Action item: Where a line below holds the string "Карла", copy that line.
^^^^
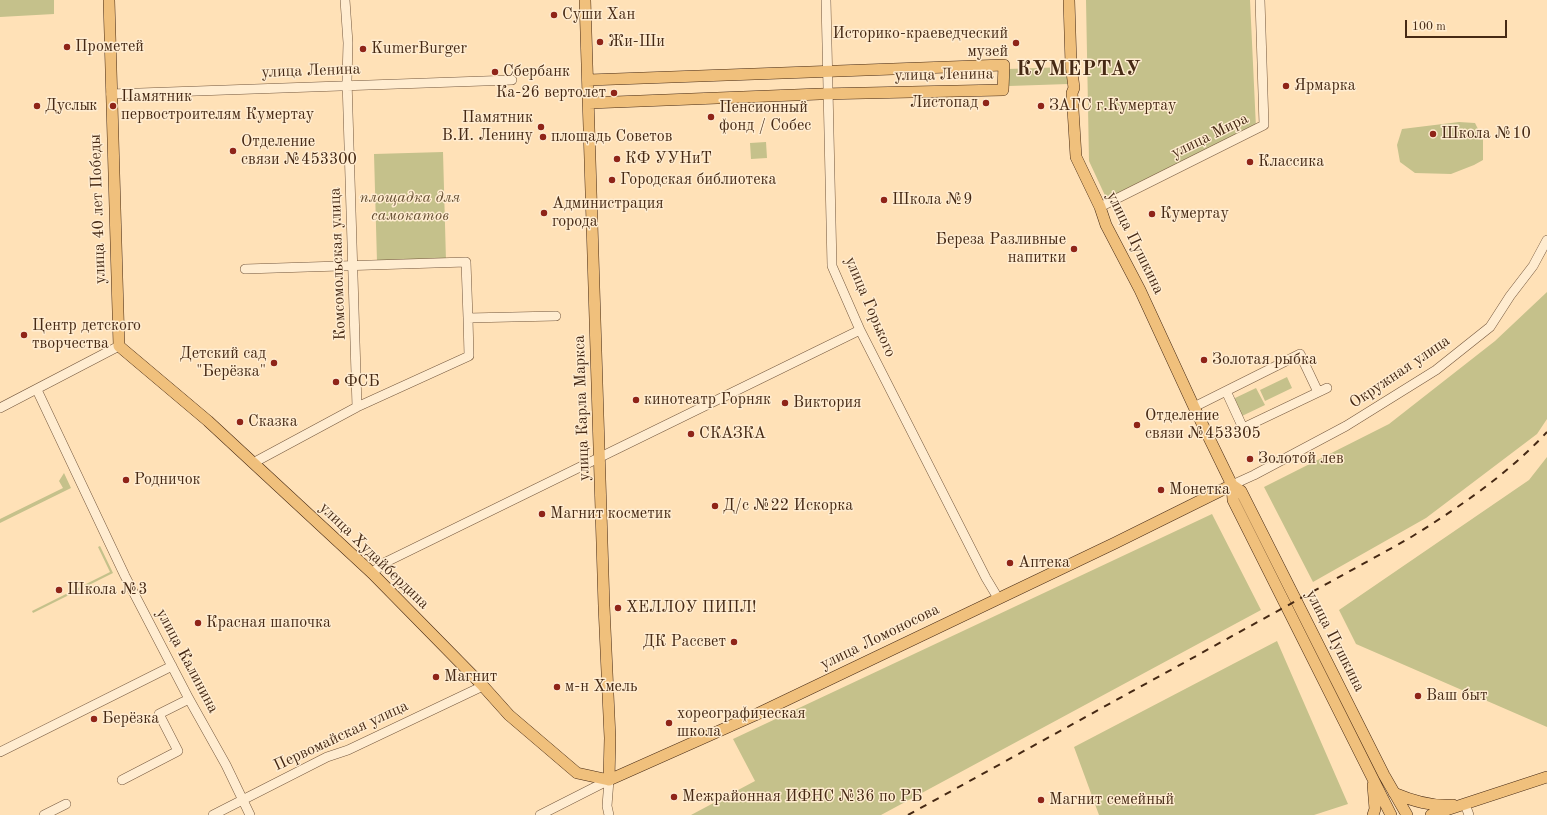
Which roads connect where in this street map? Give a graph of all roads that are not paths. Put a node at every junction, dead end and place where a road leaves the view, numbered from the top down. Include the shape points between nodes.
1 (109, 0) edge
2 (345, 0) edge
3 (585, 0) edge
4 (826, 0) edge
5 (1069, 0) edge
6 (1260, 0) edge
7 (828, 71) junction
8 (512, 80) dead end
9 (588, 80) junction
10 (348, 86) junction
11 (828, 93) junction
12 (111, 94) junction
13 (589, 103) junction
14 (1100, 207) junction
15 (1547, 240) edge
16 (353, 265) junction
17 (244, 269) dead end
18 (556, 316) dead end
19 (468, 318) junction
20 (860, 330) junction
21 (118, 346) junction
22 (1327, 388) dead end
23 (37, 390) junction
24 (1226, 391) junction
25 (1318, 392) junction
26 (357, 407) junction
27 (1194, 407) junction
28 (0, 408) edge
29 (600, 458) junction
30 (253, 463) junction
31 (1232, 485) junction
32 (372, 573) junction
33 (998, 598) junction
34 (172, 666) junction
35 (483, 686) junction
36 (189, 699) junction
37 (0, 752) edge
38 (1547, 777) edge
39 (122, 780) dead end
40 (609, 780) junction
41 (1373, 780) junction
42 (1394, 793) junction
43 (242, 800) junction
44 (66, 804) dead end
45 (1465, 804) junction
46 (44, 815) edge
47 (213, 815) edge
48 (250, 815) edge
49 (540, 815) edge
50 (608, 815) edge
51 (1373, 815) edge
52 (1391, 815) edge
53 (1407, 815) edge
54 (1431, 815) edge
55 (1469, 815) edge

1 - 12 main road, улица 40 лет Победы
2 - 10 street, Комсомольская улица
3 - 9 main road, улица Карла Маркса
4 - 7 street, улица Горького
5 - 14 main road, улица Пушкина via 1076,156
6 - 14 street, улица Мира via 1264,125
7 - 9 main road, улица Ленина
7 - 11 street, улица Горького
7 - 11 main road, улица Ленина via 1004,66 1003,90
8 - 10 street, улица Ленина
9 - 13 main road, улица Карла Маркса
10 - 12 street, улица Ленина
10 - 16 street, Комсомольская улица
11 - 13 main road, улица Ленина
11 - 20 street, улица Горького via 832,266
12 - 21 main road, улица 40 лет Победы
13 - 29 main road, улица Карла Маркса
14 - 27 main road, улица Пушкина via 1106,226 1140,290
15 - 31 street, Окружная улица via 1533,266 1490,327 1436,370 1346,426
16 - 17 street
16 - 19 street via 466,262
16 - 26 street, Комсомольская улица
18 - 19 street
19 - 26 street via 469,356
20 - 29 street
20 - 33 street, улица Горького
21 - 23 street
21 - 30 main road, улица Худайбердина via 208,421
22 - 25 street
23 - 28 street
23 - 34 street, улица Калинина
24 - 25 street via 1243,428
24 - 25 street via 1300,354
24 - 27 street
26 - 30 street
27 - 31 main road, улица Пушкина
29 - 32 street via 384,563
29 - 40 main road, улица Карла Маркса via 610,738
30 - 32 main road, улица Худайбердина
31 - 33 main road, улица Ломоносова
31 - 41 main road, улица Пушкина via 1233,500
31 - 42 main road, улица Пушкина via 1241,491
32 - 35 main road, улица Худайбердина
33 - 40 main road, улица Ломоносова via 755,715
34 - 36 street, улица Калинина
34 - 37 street
35 - 40 main road, улица Худайбердина via 509,715 577,773
35 - 43 street, Первомайская улица via 348,750 327,757
36 - 39 street via 159,714 178,752
36 - 43 street, улица Калинина via 226,765
38 - 45 main road
40 - 49 street, улица Ломоносова
40 - 50 street, улица Карла Маркса
41 - 51 main road
41 - 52 main road, улица Пушкина
42 - 45 main road via 1428,804
42 - 53 main road, улица Пушкина
43 - 47 street, Первомайская улица
43 - 48 street, улица Калинина
44 - 46 street
45 - 54 main road
45 - 55 street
^^^^
Solution to this task:
3 - 9 main road, улица Карла Маркса
9 - 13 main road, улица Карла Маркса
13 - 29 main road, улица Карла Маркса
29 - 40 main road, улица Карла Маркса via 610,738
40 - 50 street, улица Карла Маркса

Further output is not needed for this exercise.